Before Emely was diagnosed, Rodriguez-Lopez had wanted to find a business mentor to help him start his own painting business. Marty Butler of the branding company Butler Bros. has been that mentor and also helped with the funeral.

Sheila King, 49, and her family were reeling from the loss of her husband and her mother to cancer in September and her 15-year-old son to suicide in July. Volunteers helped clean out their Dripping Springs-area home to make way for new furniture from Austin’s Couch Potatoes. The fresh start continues. Son Michael, 26, and his wife, Lena, 20, recently welcomed son Xander, who will start life with everything a new baby needs.

Liliana De La Paz, 30, and Juan Martínez Domínguez, 29, and their boys Juan Diego, 9, and Jésus, 3, who use wheelchairs, could soon have a more accessible home. Commercial real estate construction company SpawGlass has agreed to make renovations to it, but first, real estate attorney Mark Hawkins of Armbrust & Brown is working on settling the title to the home, and immigration attorney Jeff Peek of Peek & Toland is working on their immigration cases. A wheelchair-accessible van has been donated to them and just needs the family to have a legal means to drive it.

Terry Markland, 65, has seen his life improve dramatically in the past two years after being homeless and unable to walk. Family Eldercare found him a place to live, and now Season for Caring donations have filled his empty apartment with furniture. Austin Founders Lions Club gave him eyeglasses, and National Seat and Mobility donated a motorized wheelchair.

Walking also was difficult for Uliya Fazal Ahmad, 48, who came with her five children to the United States last year from Afghanistan by way of Pakistan. Her ankle was damaged as she was trying to protect her 14-year-old daughter from having to marry a man she did not think was a suitable match. Her agency, Caritas of Austin, has started to look into what can be done to help her ankle. In the meantime, the family received gently used furniture to fill their apartment and new laptops to help them learn English.

Francisco Zuñiga-Echeverria, 28, who grew up in foster care and was homeless, needed new glasses and hearing aids to make it easier to attend college and find employment. Saleem Assaf of Better Hearing Center and Northwest Hills Eye Care made that possible. South by Southwest staff also completed many items on his wish list.

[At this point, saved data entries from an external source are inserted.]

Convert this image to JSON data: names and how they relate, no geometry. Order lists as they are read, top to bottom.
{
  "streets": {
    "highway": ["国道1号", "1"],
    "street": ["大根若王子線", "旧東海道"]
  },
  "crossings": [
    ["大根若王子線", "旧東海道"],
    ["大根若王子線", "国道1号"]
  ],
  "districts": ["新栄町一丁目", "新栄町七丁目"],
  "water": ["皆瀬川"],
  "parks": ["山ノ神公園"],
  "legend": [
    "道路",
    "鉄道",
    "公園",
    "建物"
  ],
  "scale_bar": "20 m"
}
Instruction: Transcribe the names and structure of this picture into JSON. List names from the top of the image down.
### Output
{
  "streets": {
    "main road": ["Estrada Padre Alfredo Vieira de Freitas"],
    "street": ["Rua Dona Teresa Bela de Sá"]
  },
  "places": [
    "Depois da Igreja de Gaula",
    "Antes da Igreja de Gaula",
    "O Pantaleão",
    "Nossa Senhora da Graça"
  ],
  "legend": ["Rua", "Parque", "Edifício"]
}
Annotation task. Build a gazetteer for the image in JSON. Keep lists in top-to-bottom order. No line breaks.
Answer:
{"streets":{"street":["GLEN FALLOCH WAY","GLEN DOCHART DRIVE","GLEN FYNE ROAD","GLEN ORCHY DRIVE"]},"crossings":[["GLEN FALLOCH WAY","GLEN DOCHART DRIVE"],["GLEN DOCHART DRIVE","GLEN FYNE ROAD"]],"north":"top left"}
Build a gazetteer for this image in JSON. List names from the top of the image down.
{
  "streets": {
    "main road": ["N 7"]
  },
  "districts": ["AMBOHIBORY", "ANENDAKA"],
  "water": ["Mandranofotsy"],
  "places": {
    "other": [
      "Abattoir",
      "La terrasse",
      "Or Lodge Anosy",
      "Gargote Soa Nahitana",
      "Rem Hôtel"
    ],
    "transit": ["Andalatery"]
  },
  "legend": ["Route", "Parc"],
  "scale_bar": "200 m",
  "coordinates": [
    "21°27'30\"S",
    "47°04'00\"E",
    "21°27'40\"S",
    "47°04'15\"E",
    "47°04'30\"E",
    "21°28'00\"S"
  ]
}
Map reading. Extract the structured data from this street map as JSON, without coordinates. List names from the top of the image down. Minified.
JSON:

Ashley McGill, 31, who has had debilitating neurological problems since a car accident two years ago, knows what it means to have an outpouring of love from one group of people. Art and theater students at Grisham Middle School donated most of the items on her wish list, including present after present for her children Alyanna, 10, and Preston, 6.

One photo of Deloris Fields, 27, singing to her son Connor, 1, touched so many people. Fields has stage 4 breast cancer and wasn’t expected to make it more than a few weeks after it was discovered in 2015. She continues to treat it and take each setback and milestone as they come. Many of Fields’ wishes will come true throughout the year as Breast Cancer Resource Center uses Season for Caring funds to make them happen. The agency is still looking for a first-floor apartment for her in Taylor and a reliable used car.

Issa Noheli, 62, and his family of 11 came to Austin after living for 17 years in refugee camps in Central Africa. Volunteers built bunk beds, and Waste Connections built bicycles for the kids.

Maricela Garcia, 42, wanted to become a certified nursing assistant to better support her son, Raymond, 9, who has Renpenning syndrome, autism and attention deficit hyperactivity disorder. Health Career Centers Inc. donated a training program to her, and a reader donated a car to help her get to school and eventually a job. Now Garcia is learning to drive.

“Thank you so much for all these donations,” Garcia said when she got her Factory Mattress beds. “That’s wonderful.”